The haemodynamics deterioration with cardiogenic shock and resuscitation with ECMO support affects the multiorgan functions that change over time and with the efficiency of resuscitation. So we calculated the SOFA score during the first few days of ECMO support and concluded that increasing SOFA after 48 hours of ECMO support is an independent predictor of hospital mortality.

Ferreira et al. demonstrated the efficacy SOFA scoring of critically ill patients without ECMO support at medicosurgical ICU during the first 96 hours of ICU admission. That study showed the trend of SOFA during the first 48 hours of ICU stay being a sensitive indicator of outcome regardless of the initial SOFA [16].

Jentzer et al. recently studied SOFA scoring of critical patients without ECMO in cardiac ICU and the relation of increased SOFA with increased mortality and the lower long-term survival for survivors with high initial SOFA [30]. Recently, SOFA was used to predict the occurrence of acute cerebral strokes in patients supported with VA-ECMO with a good correlation [31].

Finally, VA-ECMO support is associated with frequent morbidities and high mortality.

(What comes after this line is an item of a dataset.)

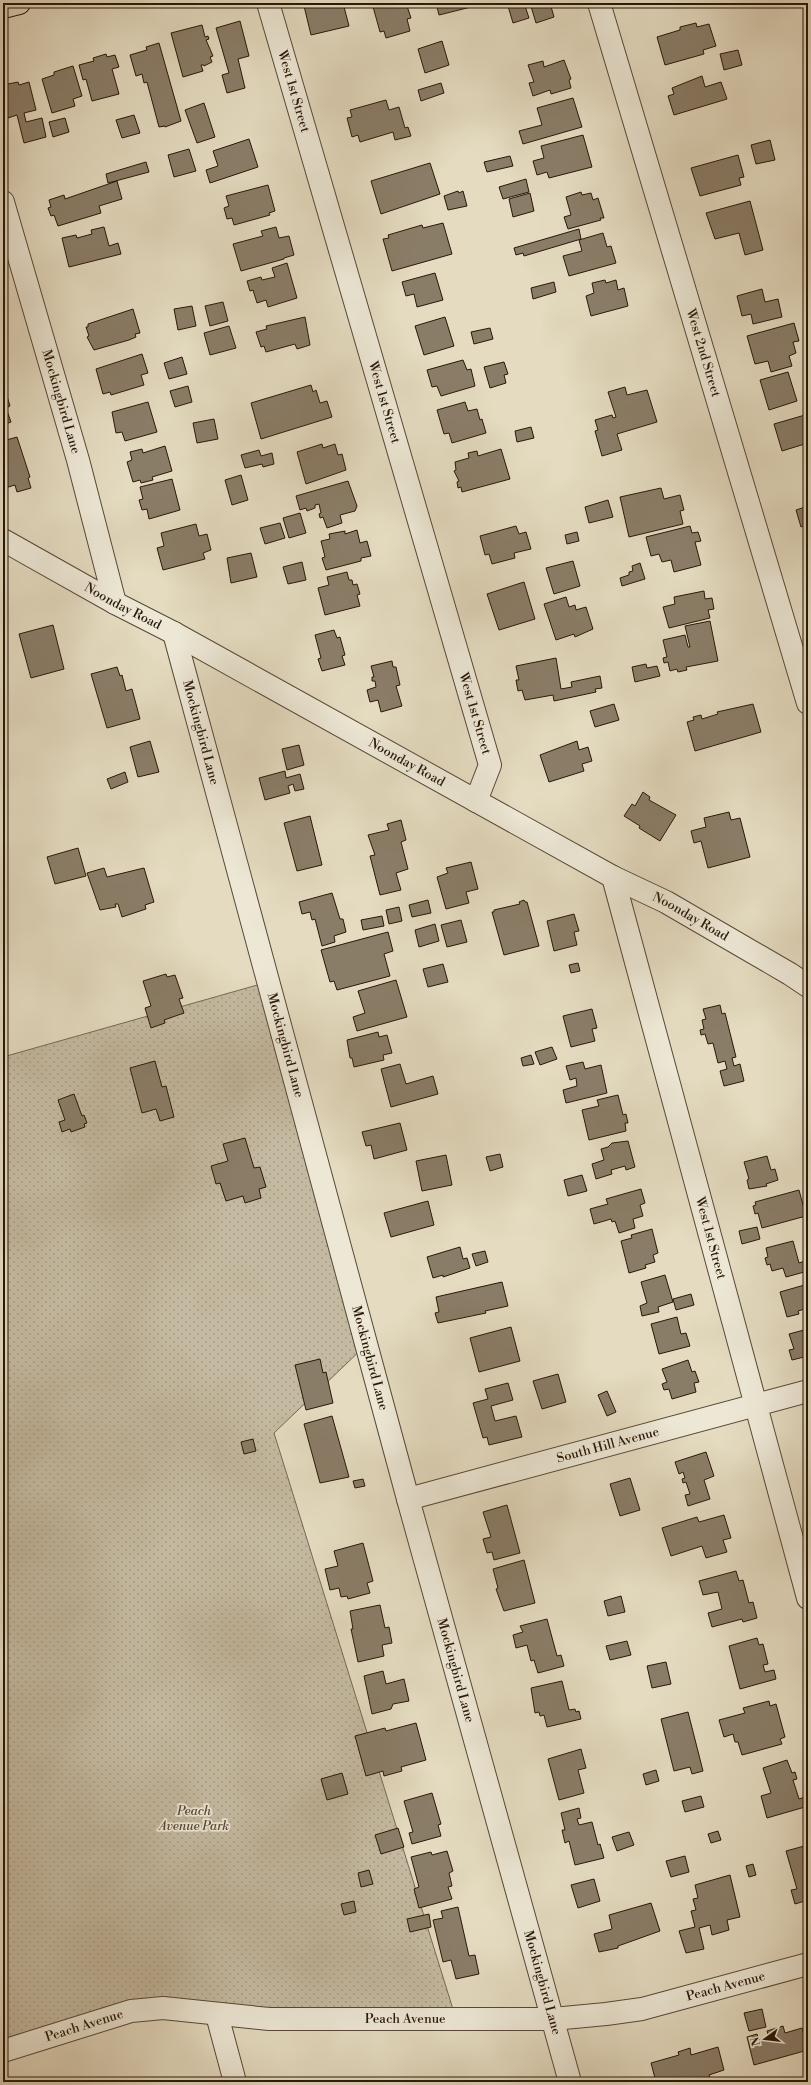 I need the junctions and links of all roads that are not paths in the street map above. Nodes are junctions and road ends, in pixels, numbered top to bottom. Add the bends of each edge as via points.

Using SOFA scoring is a simple way to assess and follow VA-ECMO supported adult patients and help in decision-making.

6. Conclusion

The use of VA-ECMO in adult patients with cardiogenic shock is still associated with high mortality. Serial evaluation of those patients with SOFA score during first few days of ECMO support is a good predictor of hospital mortality. Increase in SOFA score after 48 hours and hyperlactataemia are significantly associated with increased hospital mortality.